● Records to process:
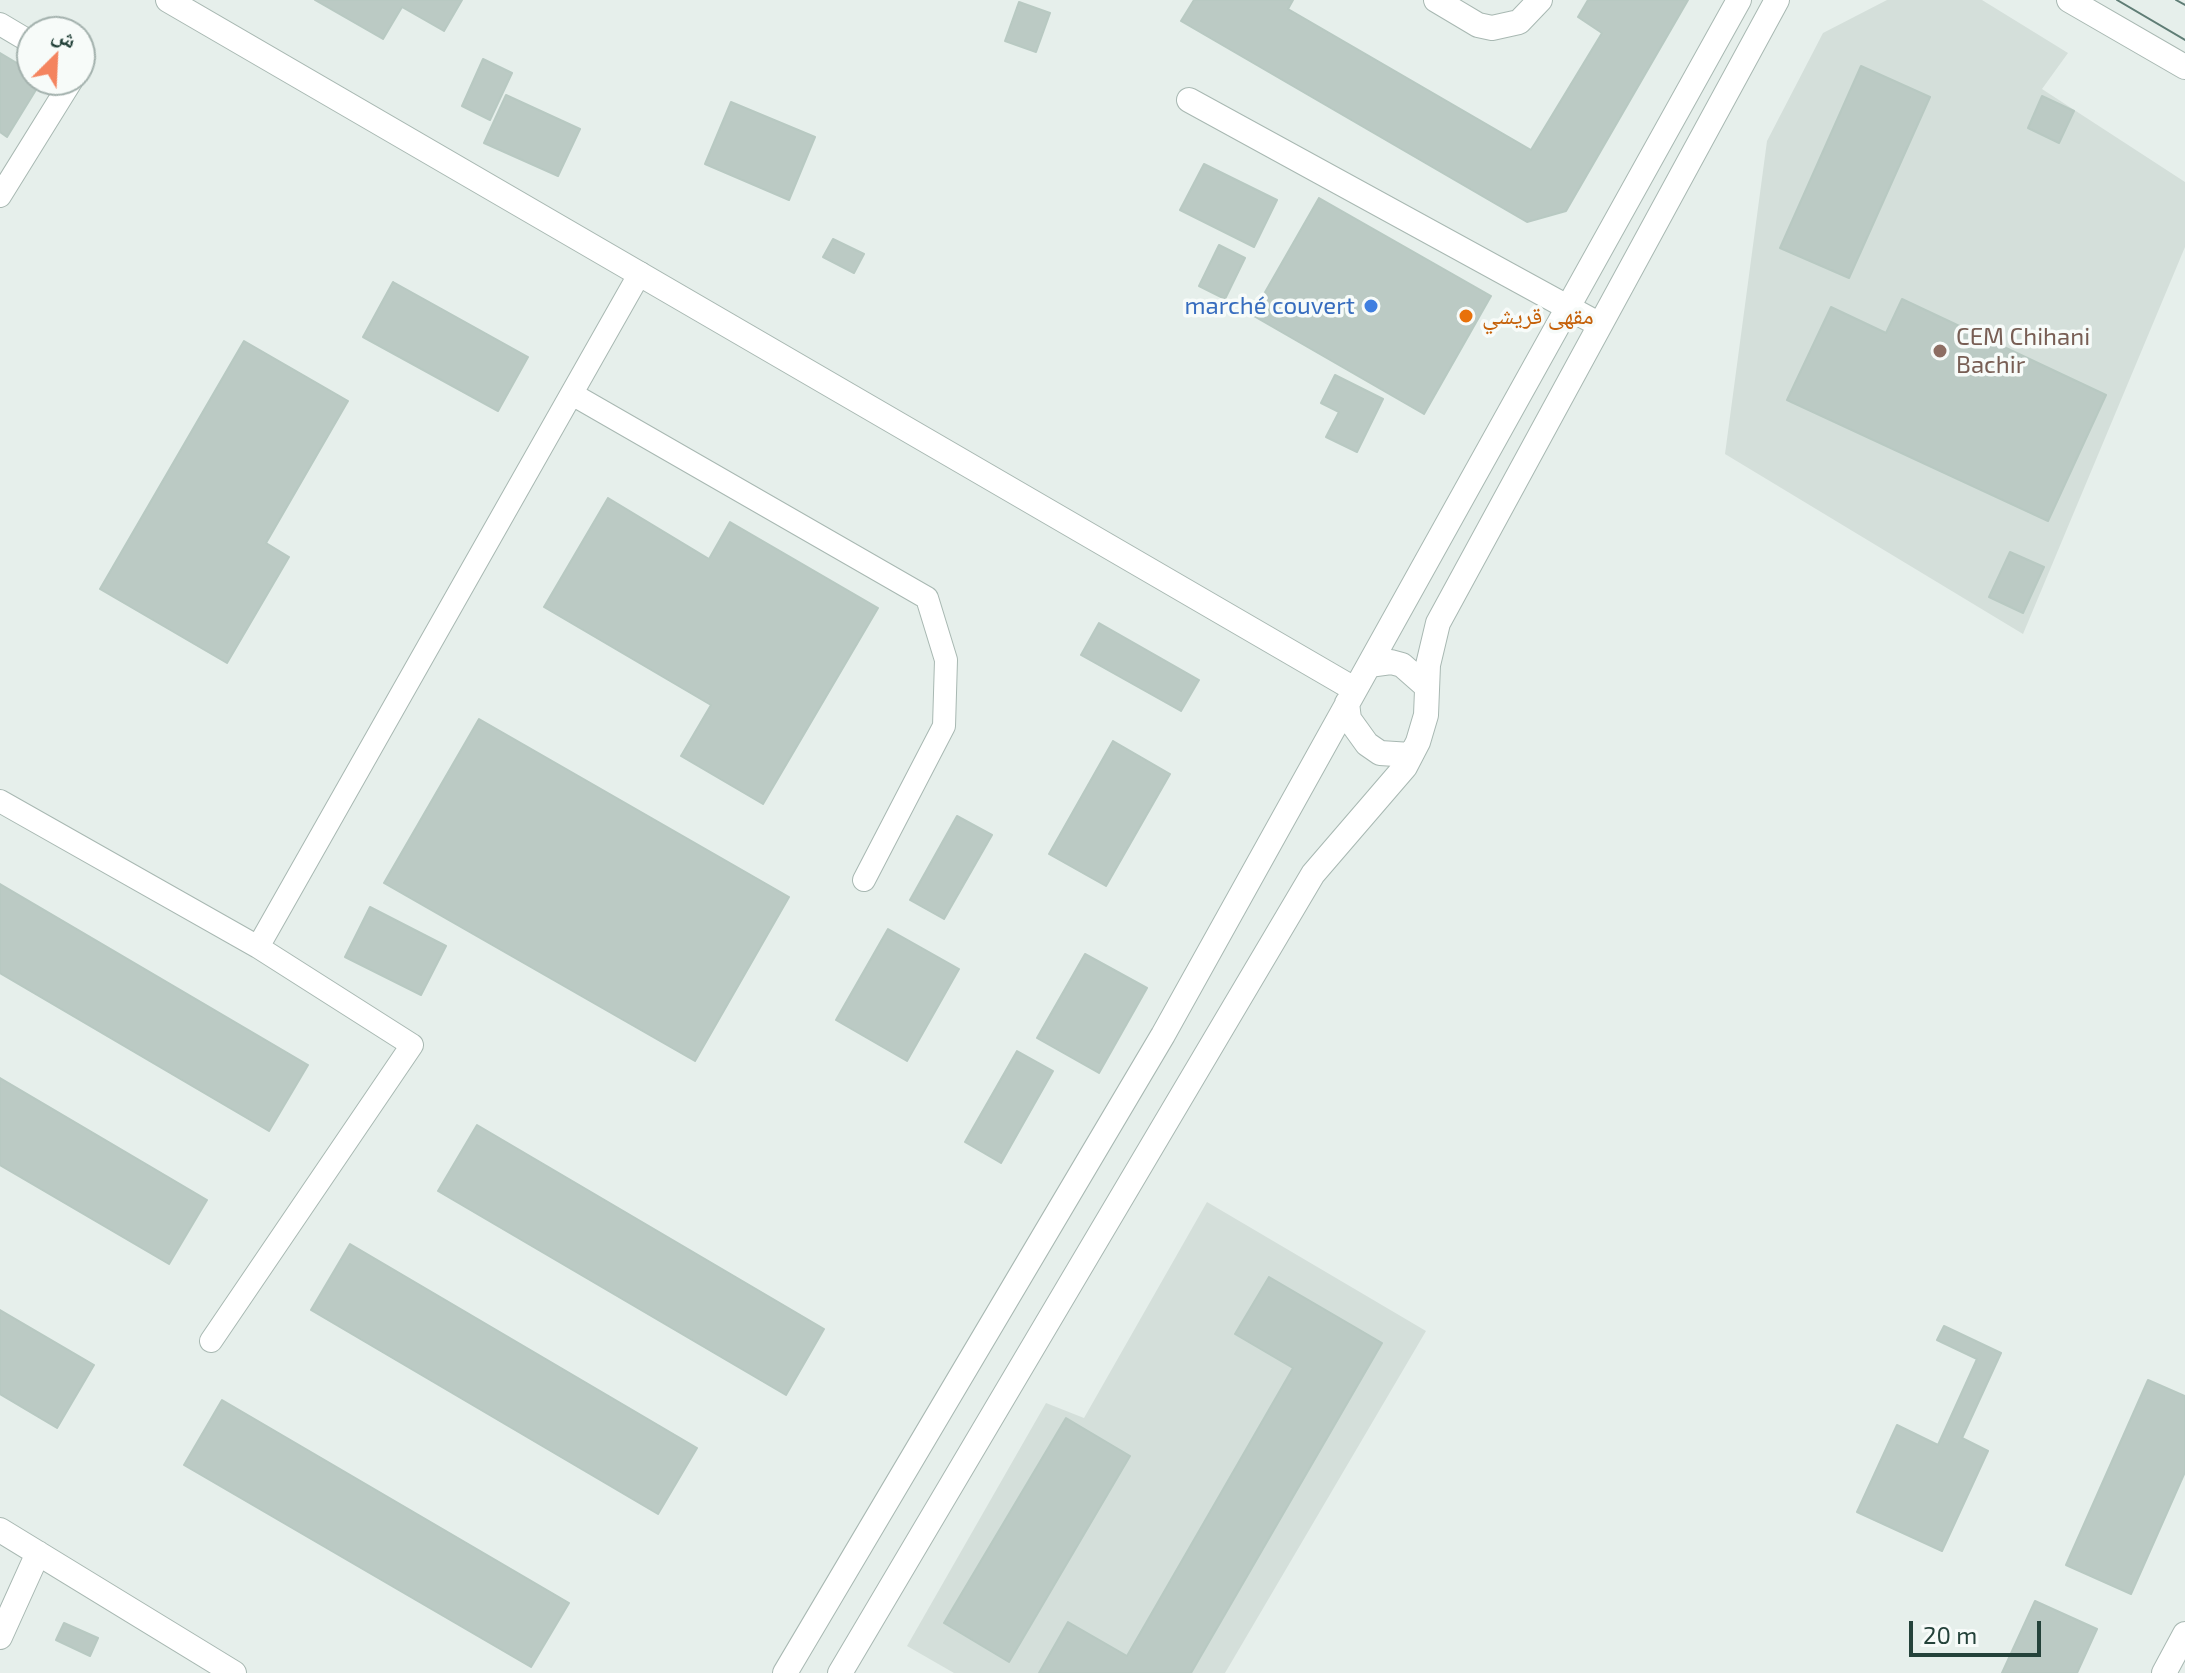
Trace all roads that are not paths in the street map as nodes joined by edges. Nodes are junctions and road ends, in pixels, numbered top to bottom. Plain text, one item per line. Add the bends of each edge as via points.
1 (168, 0) edge
2 (1436, 0) edge
3 (1540, 0) edge
4 (1739, 0) edge
5 (1777, 0) edge
6 (2069, 0) edge
7 (2185, 67) edge
8 (62, 96) edge
9 (1189, 100) dead end
10 (0, 196) edge
11 (640, 273) junction
12 (1568, 307) junction
13 (1600, 325) junction
14 (572, 394) junction
15 (1369, 665) junction
16 (1427, 687) junction
17 (1351, 696) junction
18 (1411, 755) junction
19 (0, 801) edge
20 (864, 880) dead end
21 (258, 947) junction
22 (211, 1341) dead end
23 (0, 1530) edge
24 (38, 1553) junction
25 (2185, 1634) edge
26 (0, 1637) edge
27 (234, 1673) edge
28 (785, 1673) edge
29 (840, 1673) edge
30 (2164, 1673) edge

1 - 11 street
2 - 3 street via 1492,28 1519,22
4 - 12 street
5 - 13 street
6 - 7 street
8 - 10 lane
9 - 12 street
11 - 14 lane
11 - 17 street
12 - 13 street
12 - 15 street
13 - 16 street via 1438,623
14 - 20 lane via 927,598 946,660 944,726
14 - 21 lane
15 - 16 street via 1402,665
15 - 17 street
16 - 18 street via 1426,715
17 - 18 street via 1349,719 1367,744 1388,755
17 - 28 street via 1163,1035
18 - 29 street via 1388,791 1313,874
19 - 21 lane
21 - 22 lane via 412,1045
23 - 24 street
24 - 26 street
24 - 27 street
25 - 30 street

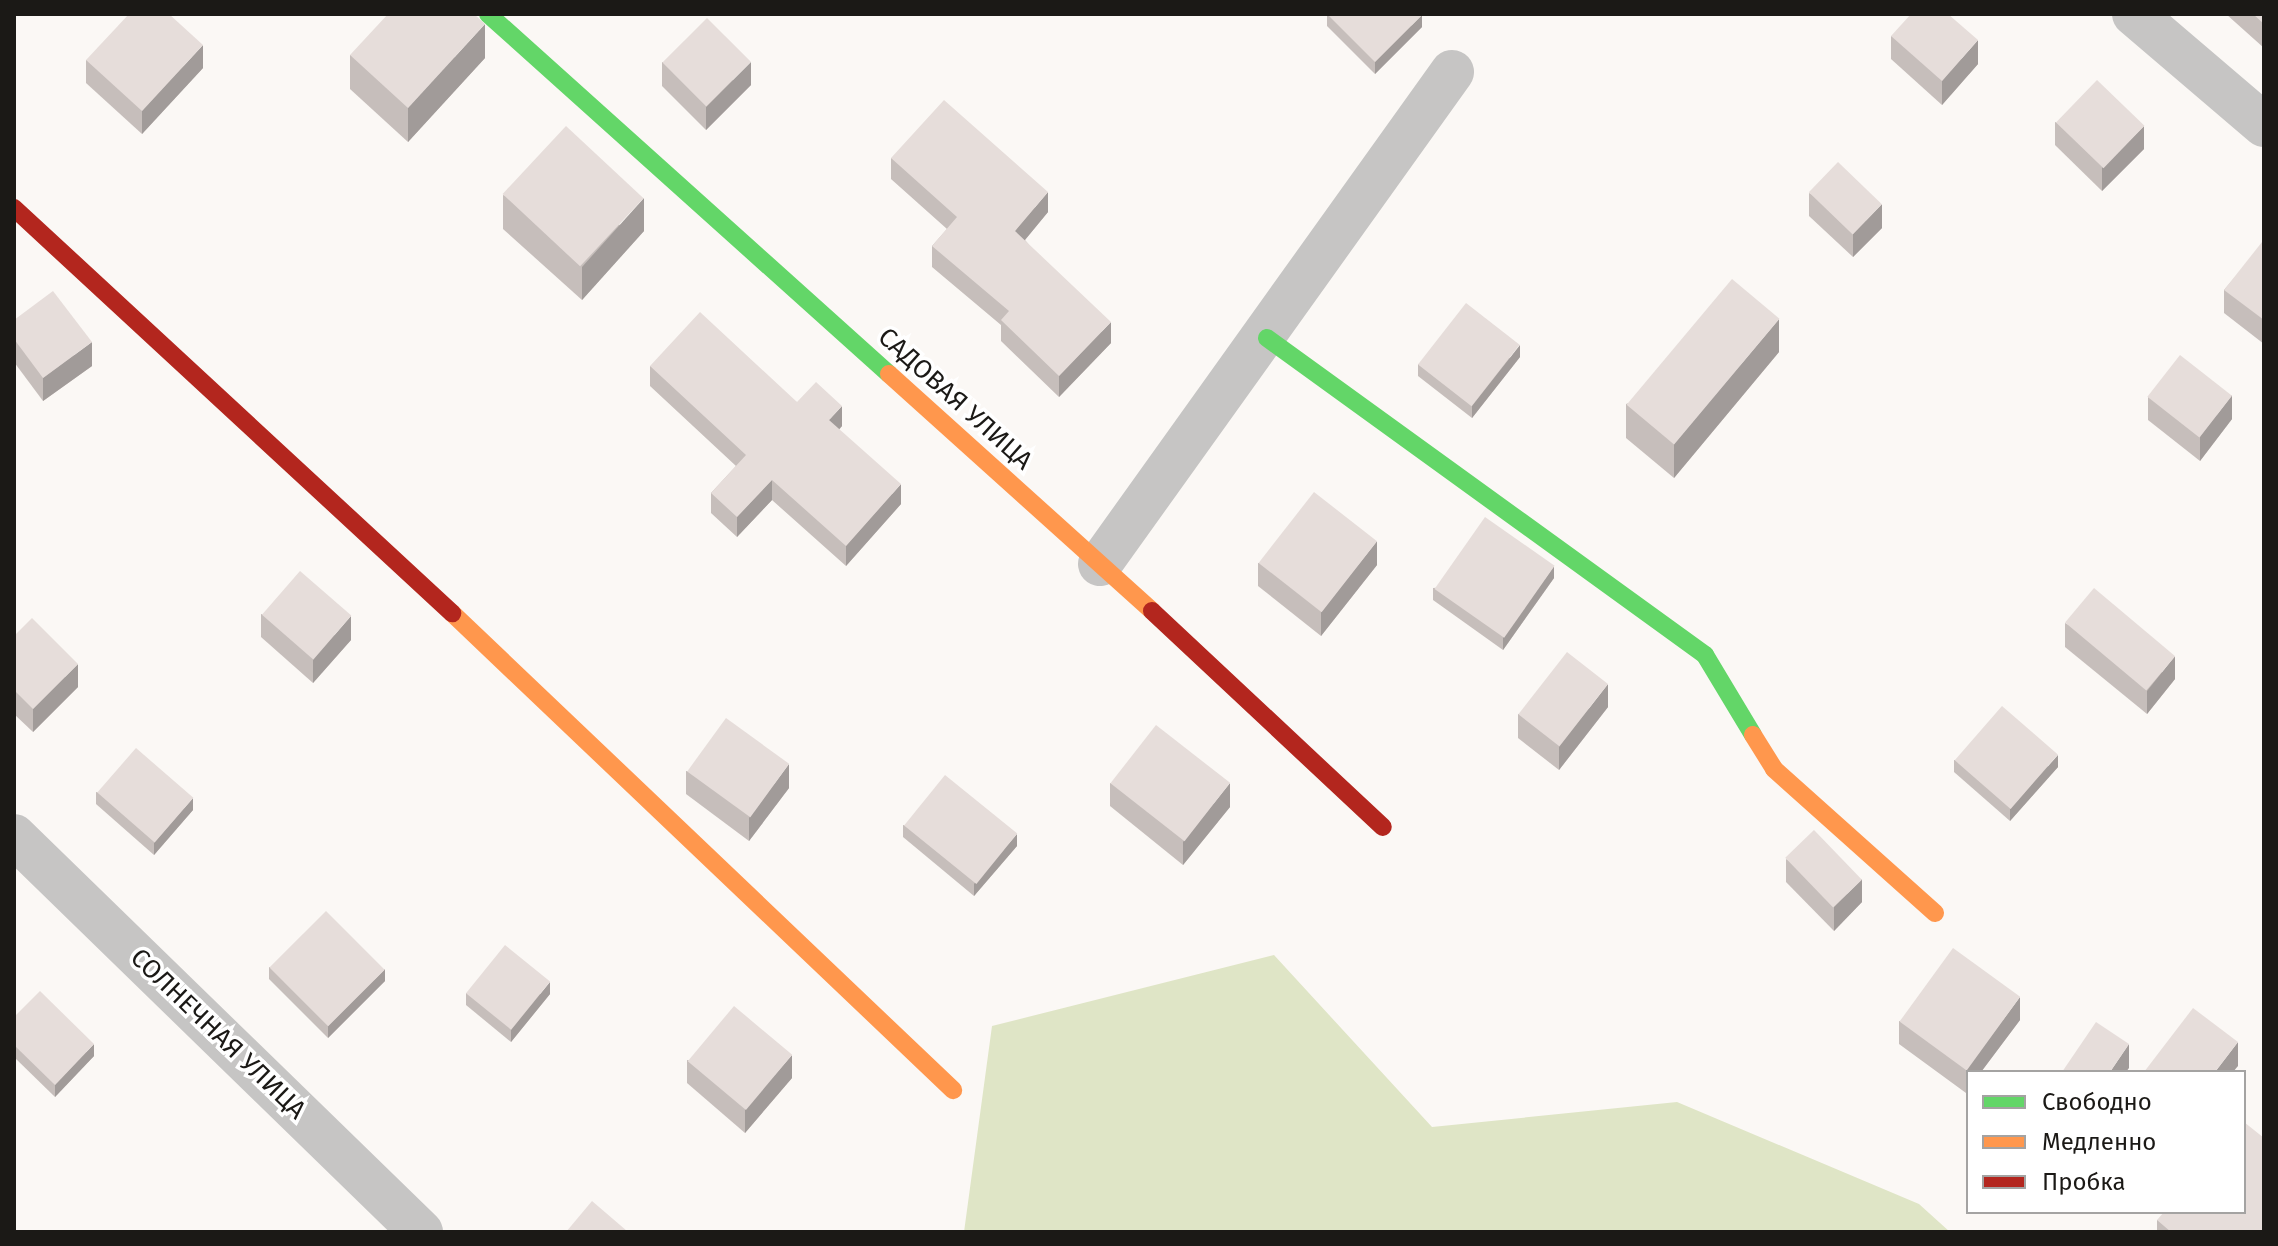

● Task statement: Copy out every entry above, character for character, excluding pictures.

● Exercise output:
Trace all roads that are not paths in the street map as nodes joined by edges. Nodes are junctions and road ends, in pixels, numbered top to bottom. Plain text, one item per line. Add the bends of each edge as via points.
1 (168, 0) edge
2 (1436, 0) edge
3 (1540, 0) edge
4 (1739, 0) edge
5 (1777, 0) edge
6 (2069, 0) edge
7 (2185, 67) edge
8 (62, 96) edge
9 (1189, 100) dead end
10 (0, 196) edge
11 (640, 273) junction
12 (1568, 307) junction
13 (1600, 325) junction
14 (572, 394) junction
15 (1369, 665) junction
16 (1427, 687) junction
17 (1351, 696) junction
18 (1411, 755) junction
19 (0, 801) edge
20 (864, 880) dead end
21 (258, 947) junction
22 (211, 1341) dead end
23 (0, 1530) edge
24 (38, 1553) junction
25 (2185, 1634) edge
26 (0, 1637) edge
27 (234, 1673) edge
28 (785, 1673) edge
29 (840, 1673) edge
30 (2164, 1673) edge

1 - 11 street
2 - 3 street via 1492,28 1519,22
4 - 12 street
5 - 13 street
6 - 7 street
8 - 10 lane
9 - 12 street
11 - 14 lane
11 - 17 street
12 - 13 street
12 - 15 street
13 - 16 street via 1438,623
14 - 20 lane via 927,598 946,660 944,726
14 - 21 lane
15 - 16 street via 1402,665
15 - 17 street
16 - 18 street via 1426,715
17 - 18 street via 1349,719 1367,744 1388,755
17 - 28 street via 1163,1035
18 - 29 street via 1388,791 1313,874
19 - 21 lane
21 - 22 lane via 412,1045
23 - 24 street
24 - 26 street
24 - 27 street
25 - 30 street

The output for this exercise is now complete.